Doch so offen Wehrmann auch mit ihrem Leben umgeht – natürlich ist nicht alles auf den Online-Kanälen zu sehen. Es genügt nicht, ein Instagram-Follower zu sein, um zu wissen, was sie durchgemacht hat und wie es ihr heute geht. "Teilweise habe ich mir gewünscht, einfach nicht wieder aufzuwachen – eine Chemotherapie fühlt sich etwa genauso an wie eine echte Grippe – nur zehnmal so stark", sagt Wehrmann und erinnert sich an eine Chemo, bei der sie fast gestorben wäre: "Ich hatte innerhalb von drei Tagen 20 Kilo zugenommen und bekam Morphium, da sich Wasser eingelagert und auf meine Organe gedrückt hatte".

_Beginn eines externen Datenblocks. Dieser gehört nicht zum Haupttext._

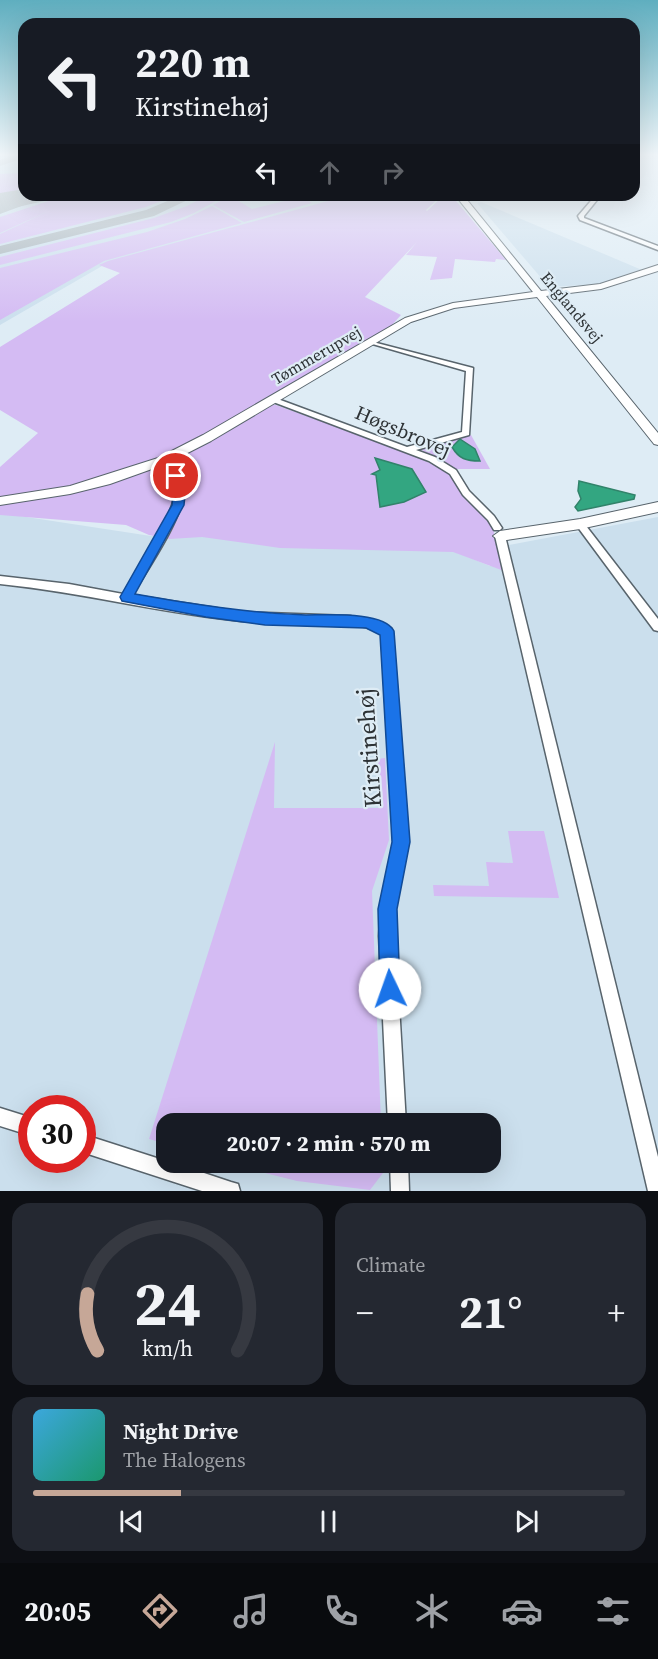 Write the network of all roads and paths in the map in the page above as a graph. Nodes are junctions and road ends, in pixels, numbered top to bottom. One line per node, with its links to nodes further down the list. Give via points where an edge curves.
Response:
1 (472, 211): 6 (main road, Englandsvej)
2 (478, 211): 6 (main road, Englandsvej)
3 (586, 211): 4 (street, via 580,218)
4 (658, 248)
5 (656, 270): 6 (main road, Tømmerupvej, via 605,285)
6 (542, 292): 7 (main road, Tømmerupvej, via 430,311); 9 (main road, Englandsvej); 10 (main road, Englandsvej)
7 (371, 342): 8 (main road, Tømmerupvej); 11 (street, via 470,370 466,433)
8 (272, 400): 11 (street, Høgsbrovej); 12 (main road, Tømmerupvej)
9 (658, 429)
10 (658, 441)
11 (409, 449): 16 (street, Høgsbrovej, via 453,472)
12 (162, 460): 13 (main road, Tømmerupvej, via 70,490); 18 (street, via 180,485 178,505)
13 (0, 501)
14 (658, 507): 15 (main road)
15 (580, 524): 16 (main road); 19 (street)
16 (499, 532): 27 (street)
17 (0, 580): 18 (street, Kirstinehøj)
18 (126, 597): 20 (street, Kirstinehøj, via 265,619 368,622 387,631 401,842 387,936)
19 (658, 627)
20 (396, 1113)
21 (0, 1117): 22 (street)
22 (18, 1123)
23 (96, 1148): 25 (street)
24 (399, 1173): 26 (street)
25 (231, 1191)
26 (400, 1191)
27 (657, 1191)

Der offene Umgang mit der Krankheit birgt auch Risiken: "Es gibt Menschen, die sich ein Urteil über etwas bilden, über das sie wenig wissen", sagt Wehrmann. Eine Person aus der Gemeinde werfe ihr gar vor, sie wolle mit ihrer Offenheit nur die Aufmerksamkeit anderer gewinnen. "Das verletzt mich", gesteht die 34-Jährige. Solchen Menschen scheint nicht klar zu sein, dass die Rangendingerin noch immer hart um ihre Gesundheit kämpfen muss: Einmal pro Monat muss sie Immunglobuline nehmen – und darauf hoffen, dass ihr Immunsystem irgendwann wieder so arbeiten wird wie früher. Auch ihr Impfschutz ist durch die Transplantation erloschen – neue Impfungen können aktuell bei ihr noch nicht durchgeführt werden. "Wer keine Impfungen hat, ist für immungeschwächte Menschen sehr gefährlich", erklärt Wehrmann, die im Moment pensioniert ist – ob und wann sie wieder als Sportlehrerin arbeiten kann, ist im Moment nicht absehbar.

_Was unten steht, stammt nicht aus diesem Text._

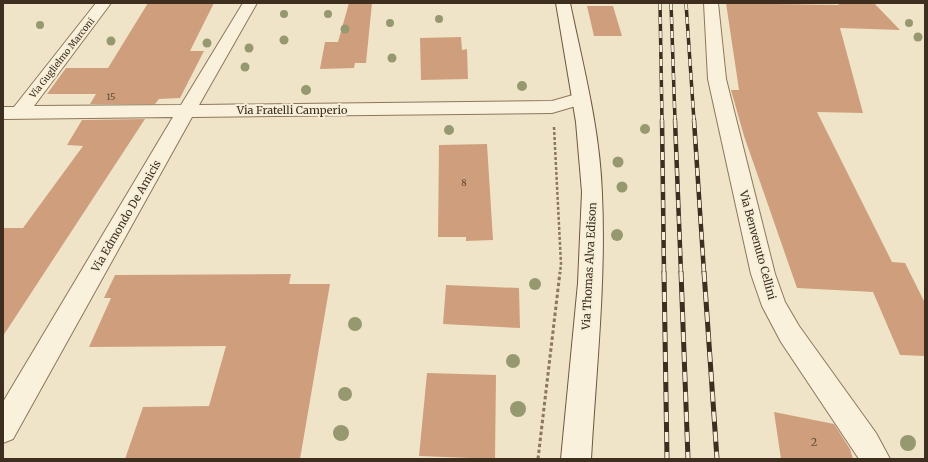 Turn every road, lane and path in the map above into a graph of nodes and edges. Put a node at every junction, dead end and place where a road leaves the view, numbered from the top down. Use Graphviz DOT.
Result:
graph roads {
  1 [pos="104,3"];
  2 [pos="250,3"];
  3 [pos="562,3"];
  4 [pos="711,3"];
  5 [pos="580,99"];
  6 [pos="552,107"];
  7 [pos="186,111"];
  8 [pos="12,113"];
  9 [pos="3,429"];
  10 [pos="538,459"];
  11 [pos="576,459"];
  12 [pos="875,459"];
  1 -- 8 [label="street, Via Guglielmo Marconi"];
  2 -- 7 [label="street, Via Edmondo De Amicis"];
  3 -- 5 [label="street, Via Thomas Alva Edison"];
  4 -- 12 [label="street, Via Benvenuto Cellini"];
  5 -- 6 [label="street, Via Fratelli Camperio"];
  5 -- 11 [label="street, Via Thomas Alva Edison"];
  6 -- 7 [label="street, Via Fratelli Camperio"];
  6 -- 10 [label="path"];
  7 -- 8 [label="street, Via Fratelli Camperio"];
  7 -- 9 [label="street, Via Edmondo De Amicis"];
} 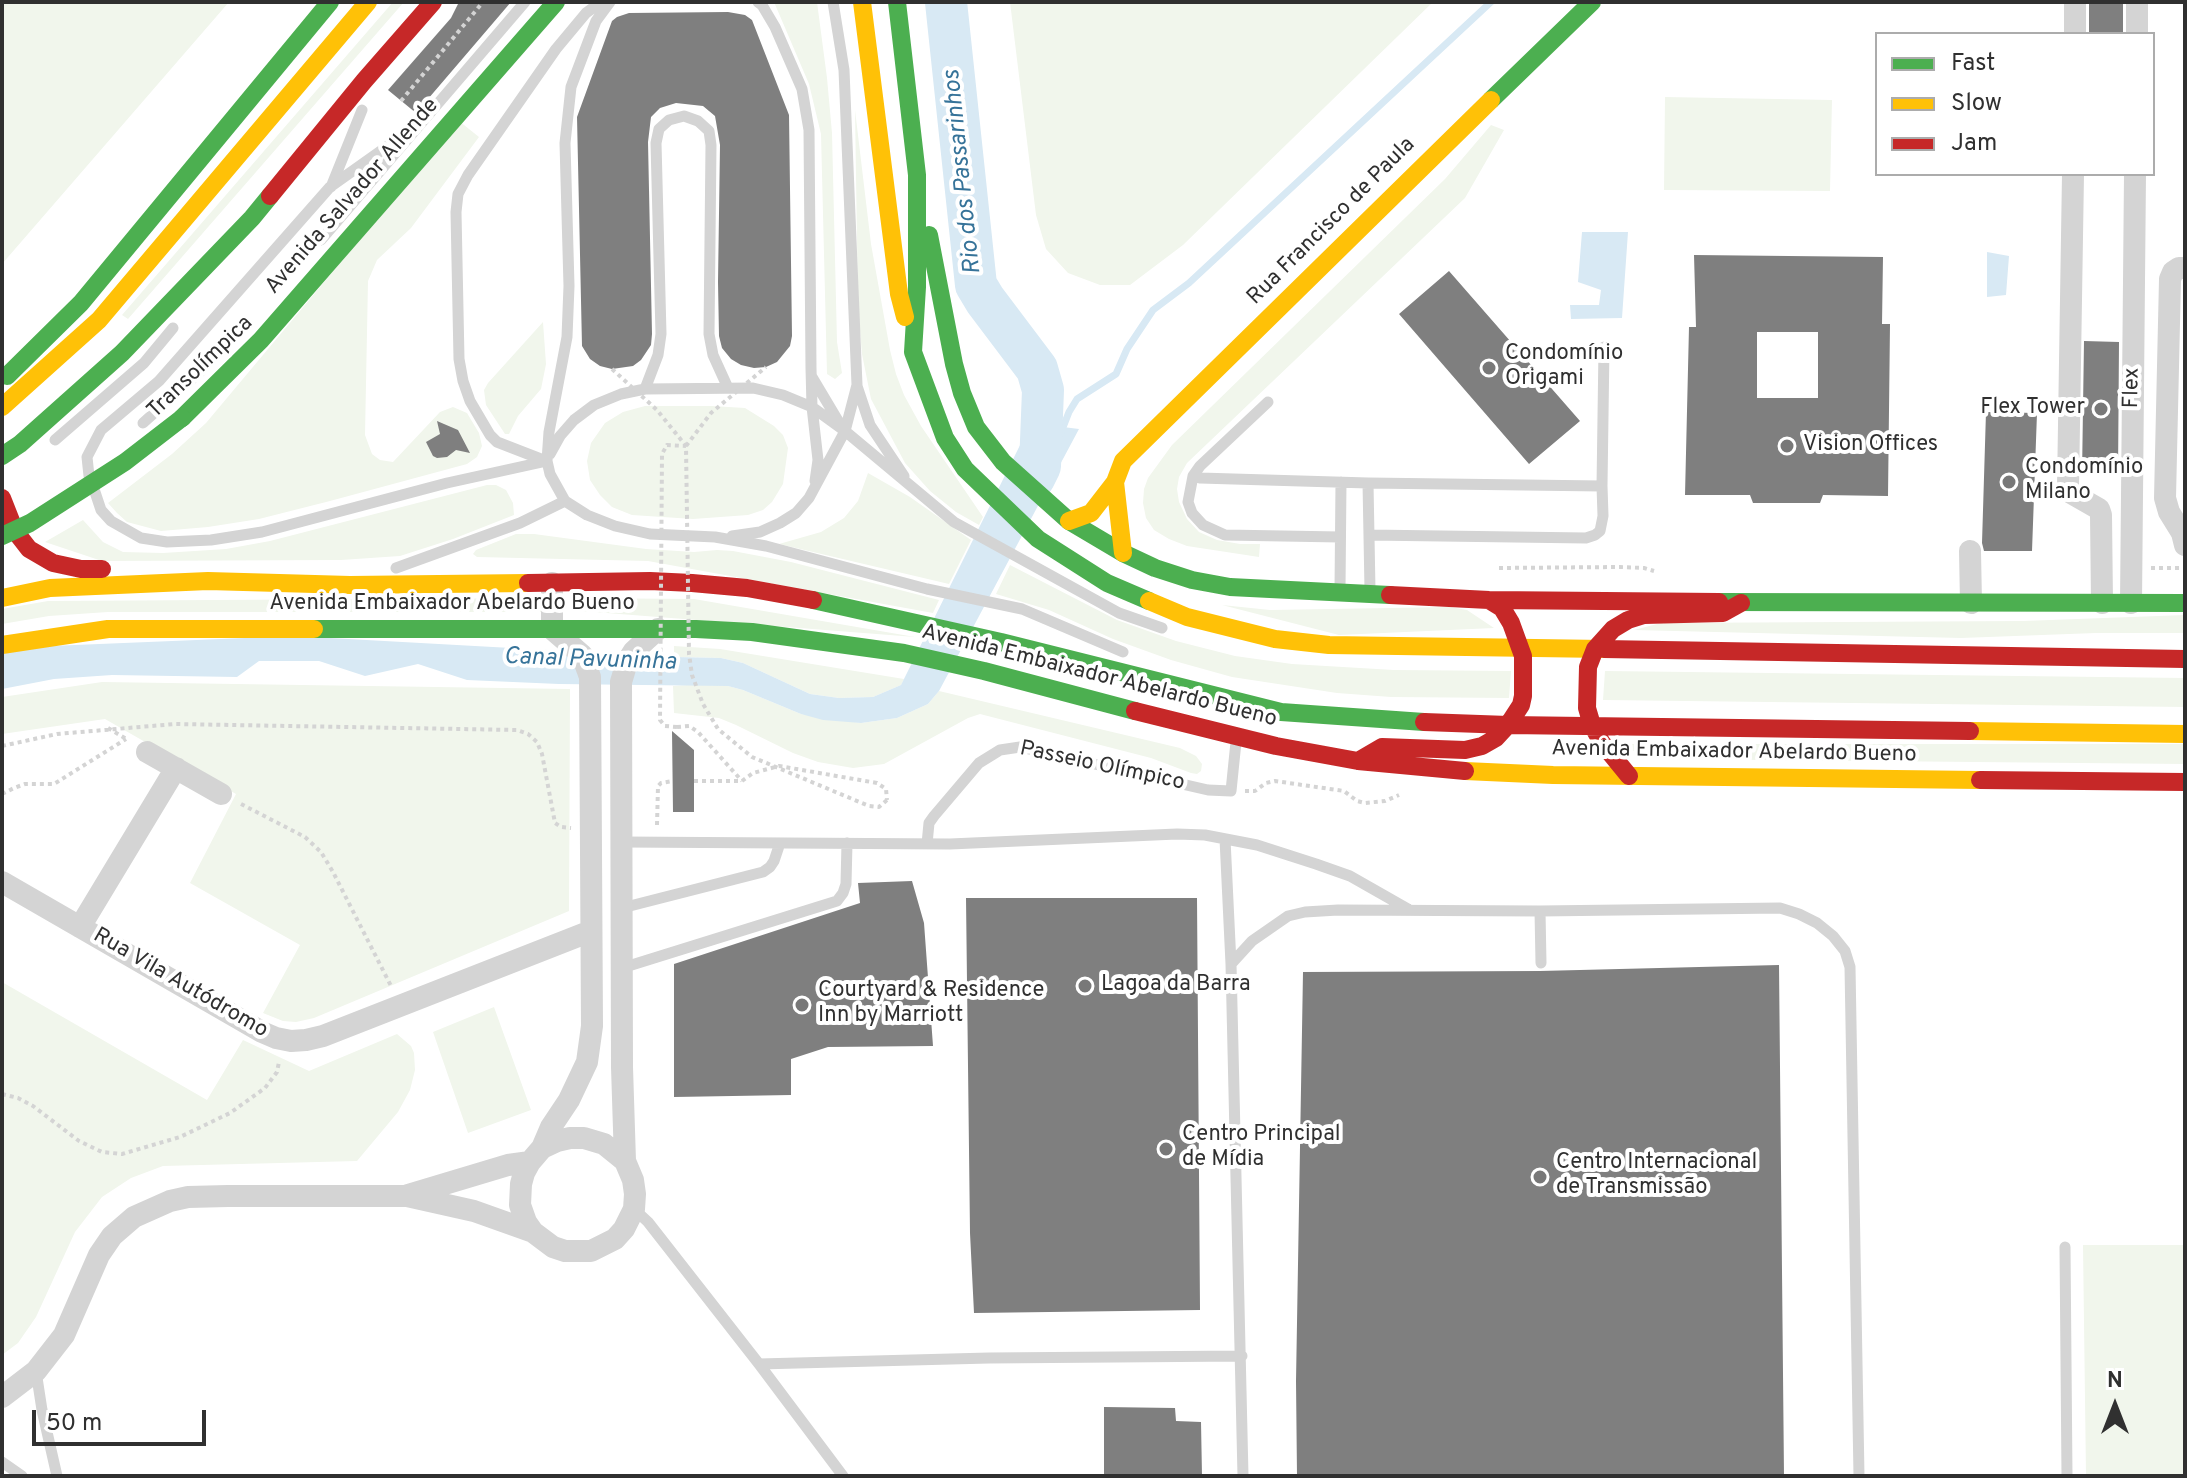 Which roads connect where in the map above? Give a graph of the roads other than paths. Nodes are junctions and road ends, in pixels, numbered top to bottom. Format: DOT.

Langweilig wird es ihr mit ihren zwei Söhnen aber trotzdem nicht – und die wünschen sich nichts mehr, als dass ihre Mutter bald wieder alles machen kann, was sie vor der Diagnose auch getan hat. Eine Beziehung würde sie sich auch wieder wünschen – "mein Glück ist aber nicht davon abhängig", sagt sie selbstbewusst. Ihre 23-jährige Spenderin darf sie im Juli kennenlernen – dann sind bereits zwei Jahre seit der Stammzelltransplantation vergangen. Nach fünf Jahren soll das Risiko, erneut an Krebs zu erkranken, genauso hoch sein wie bei gesunden Menschen.